What is being asked →
Please give the listing again in its entirety, exactly as written.

Exercise materials →
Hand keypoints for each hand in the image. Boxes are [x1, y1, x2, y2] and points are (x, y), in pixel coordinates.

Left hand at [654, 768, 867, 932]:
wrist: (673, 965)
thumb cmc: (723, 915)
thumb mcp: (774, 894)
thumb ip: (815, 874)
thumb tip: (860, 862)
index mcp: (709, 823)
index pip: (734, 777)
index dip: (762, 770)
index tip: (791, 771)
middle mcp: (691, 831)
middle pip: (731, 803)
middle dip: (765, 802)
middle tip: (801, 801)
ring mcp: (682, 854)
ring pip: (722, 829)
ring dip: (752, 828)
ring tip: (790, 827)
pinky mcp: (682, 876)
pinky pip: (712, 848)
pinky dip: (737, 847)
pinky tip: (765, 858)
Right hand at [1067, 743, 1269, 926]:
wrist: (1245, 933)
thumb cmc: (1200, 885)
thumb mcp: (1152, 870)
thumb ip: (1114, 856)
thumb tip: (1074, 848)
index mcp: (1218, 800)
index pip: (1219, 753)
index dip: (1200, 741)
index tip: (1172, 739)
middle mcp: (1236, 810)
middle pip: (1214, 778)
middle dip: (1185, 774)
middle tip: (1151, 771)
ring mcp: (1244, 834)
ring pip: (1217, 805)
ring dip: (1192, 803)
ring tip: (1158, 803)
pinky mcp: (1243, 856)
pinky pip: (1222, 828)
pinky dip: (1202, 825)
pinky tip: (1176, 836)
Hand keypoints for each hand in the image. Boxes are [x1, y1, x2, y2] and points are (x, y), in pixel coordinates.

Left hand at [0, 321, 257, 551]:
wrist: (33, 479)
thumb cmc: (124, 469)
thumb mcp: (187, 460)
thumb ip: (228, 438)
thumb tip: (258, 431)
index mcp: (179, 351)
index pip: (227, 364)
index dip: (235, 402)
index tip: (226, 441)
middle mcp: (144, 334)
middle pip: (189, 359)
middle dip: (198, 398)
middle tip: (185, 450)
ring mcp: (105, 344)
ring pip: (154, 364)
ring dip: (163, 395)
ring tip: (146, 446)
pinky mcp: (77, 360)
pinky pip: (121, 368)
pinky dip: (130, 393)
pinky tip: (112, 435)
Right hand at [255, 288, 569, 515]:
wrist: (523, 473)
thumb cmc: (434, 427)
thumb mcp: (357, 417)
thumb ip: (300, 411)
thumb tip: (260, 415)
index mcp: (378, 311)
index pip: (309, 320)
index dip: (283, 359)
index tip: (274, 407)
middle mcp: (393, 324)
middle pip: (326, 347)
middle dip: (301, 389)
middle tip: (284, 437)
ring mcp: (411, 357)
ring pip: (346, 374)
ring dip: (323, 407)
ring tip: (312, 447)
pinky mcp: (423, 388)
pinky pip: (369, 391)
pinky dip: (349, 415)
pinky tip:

Response to the exercise →
Hand keypoints for each hand in the image. Boxes are [x1, y1, x2, y2] and points are (x, y), in pixel coordinates.

Left hand at [654, 768, 867, 932]:
wrist: (673, 965)
thumb cmc: (723, 915)
thumb mcp: (774, 894)
thumb ip: (815, 874)
thumb tip: (860, 862)
index mcp: (709, 823)
index pip: (734, 777)
index dip: (762, 770)
index tip: (791, 771)
middle mcp: (691, 831)
middle pip: (731, 803)
middle dip: (765, 802)
middle tip: (801, 801)
ring mcp: (682, 854)
ring pip: (722, 829)
ring dip: (752, 828)
ring tip: (790, 827)
pinky mcp: (682, 876)
pinky pip: (712, 848)
pinky dip: (737, 847)
pinky tip: (765, 858)
Right hand at [1067, 743, 1269, 926]:
wrist: (1245, 933)
thumb cmc: (1200, 885)
thumb mcp: (1152, 870)
thumb ip: (1114, 856)
thumb tip: (1074, 848)
index mcp: (1218, 800)
index pip: (1219, 753)
index dip: (1200, 741)
index tip: (1172, 739)
middle mcp: (1236, 810)
middle pip: (1214, 778)
middle dip: (1185, 774)
middle tip: (1151, 771)
ring mcp: (1244, 834)
ring pip: (1217, 805)
ring dip: (1192, 803)
ring tip: (1158, 803)
pinky mcp: (1243, 856)
pinky pip: (1222, 828)
pinky dip: (1202, 825)
pinky tip: (1176, 836)
Hand keypoints for each hand in the image. Boxes are [x1, y1, x2, y2] and points are (x, y), in pixel coordinates.

Left hand at [0, 321, 257, 551]:
wrist: (33, 479)
thumb cmc: (124, 469)
thumb mcp: (187, 460)
thumb ip: (228, 438)
thumb tip: (258, 431)
index mcp: (179, 351)
index pip: (227, 364)
index dip: (235, 402)
index tip: (226, 441)
middle mcp: (144, 334)
middle pip: (189, 359)
middle dip: (198, 398)
middle tip: (185, 450)
ring mcp: (105, 344)
ring pip: (154, 364)
ring dip: (163, 395)
ring tip: (146, 446)
pinky mcp: (77, 360)
pinky pip: (121, 368)
pinky dip: (130, 393)
pinky tip: (112, 435)
Right hand at [255, 288, 569, 515]:
wrist: (523, 473)
thumb cmc: (434, 427)
thumb mcp: (357, 417)
thumb ip: (300, 411)
thumb tip: (260, 415)
index mcp: (378, 311)
index pip: (309, 320)
index dip: (283, 359)
index tip: (274, 407)
middle mcp: (393, 324)
middle pip: (326, 347)
middle dip: (301, 389)
middle tip: (284, 437)
ring mcp: (411, 357)
ring pip: (346, 374)
ring dip: (323, 407)
ring tip: (312, 447)
pinky mcp: (423, 388)
pinky pip: (369, 391)
pinky dip: (349, 415)
pinky tip:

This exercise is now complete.